It's a tradition for some Republicans in Congress to take aim at research grants that they think are irrelevant and not worthy of taxpayer funding. Now, the chair of the House of Representatives spending panel that funds the National Institutes of Health (NIH) is claiming that some federally funded biomedical research violates government restrictions on lobbying state lawmakers or Congress.
The issue surfaced earlier this month at a hearing of the panel. Representative Andy Harris (R-MD) grilled NIH Director Francis Collins about two grants to tobacco control researcher Stanton Glantz of the University of California, San Francisco, in which some of the money was used to trace the Tea Party's origins to groups funded by the tobacco industry. The study reflected "a partisan political agenda," claimed Harris, who calls himself "a Tea Party guy." (Collins responded that he was "quite troubled" by the study.)
As a new member of the panel, Harris doesn't have much clout. But it turns out that its chair, Representative Jack Kingston (R-GA), has the same concerns.
At the same 5 March hearing, Kingston gave Collins this letter expressing concerns about several grants. In addition to Glantz's, Kingston objected to a 1-year, $50,000 award to criminology professor Catherine Gallagher of George Mason University to produce a monograph reviewing research on the health problems of young prison inmates. The letter quotes from Gallagher's abstract, saying the project "is intended to engage the medical, public health, criminal justice, policy, legal and advocacy communities by uniting diverse disciplines around a common issue."
Such studies aren't directly related to NIH's mission, Kingston's letter claims. "As elected officials, we cannot explain to our constituents why their tax dollars are used by NIH to fund advocacy groups [or] address political questions," it says. Kingston asked NIH to review within 30 days all of its grants to make sure they don't violate federal lobbying restrictions. Any activities that "address political questions or fund any advocacy group seeking to develop lobbying material" should be "halted," the letter says.
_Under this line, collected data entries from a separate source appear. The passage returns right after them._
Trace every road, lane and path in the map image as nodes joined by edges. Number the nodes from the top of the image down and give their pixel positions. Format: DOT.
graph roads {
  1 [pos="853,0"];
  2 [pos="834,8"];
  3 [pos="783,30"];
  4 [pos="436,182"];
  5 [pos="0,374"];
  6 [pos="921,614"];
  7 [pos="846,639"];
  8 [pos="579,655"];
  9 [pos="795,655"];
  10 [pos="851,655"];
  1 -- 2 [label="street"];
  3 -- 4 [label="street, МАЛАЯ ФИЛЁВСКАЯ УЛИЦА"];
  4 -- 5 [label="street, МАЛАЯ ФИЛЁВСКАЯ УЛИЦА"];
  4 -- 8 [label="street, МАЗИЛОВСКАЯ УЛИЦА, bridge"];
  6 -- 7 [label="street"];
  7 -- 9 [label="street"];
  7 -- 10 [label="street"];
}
A week earlier, Kingston asked the Department of Health and Human Services (HHS) Inspector General (IG) to review the Glantz and Gallagher grants. As first reported by The Cancer Letter, Kingston's letter asks the IG to add the grants to an ongoing investigation of whether a Centers for Disease Control and Prevention (CDC) program aimed at helping communities reduce obesity and smoking may violate a ban on using federal funds to lobby. (Several rules prohibit the use of HHS funds to influence Congress or state legislatures.)
Gallagher says her grant mentioned advocacy groups because only they have access to the prison population. "It's not us taking their plight to lobby," she says. "I think it's crazy in this climate of scare resources to waste people's time on such a trivial matter when we have such a long and dependable peer review process," she adds.
The distinction between research and advocacy came up after the December shootings in Newtown, Connecticut, which drew attention to a Congressional directive barring CDC from advocating for gun control. The White House declared that "research on gun violence is not advocacy" and asked Congress to fund $10 million in research in this area.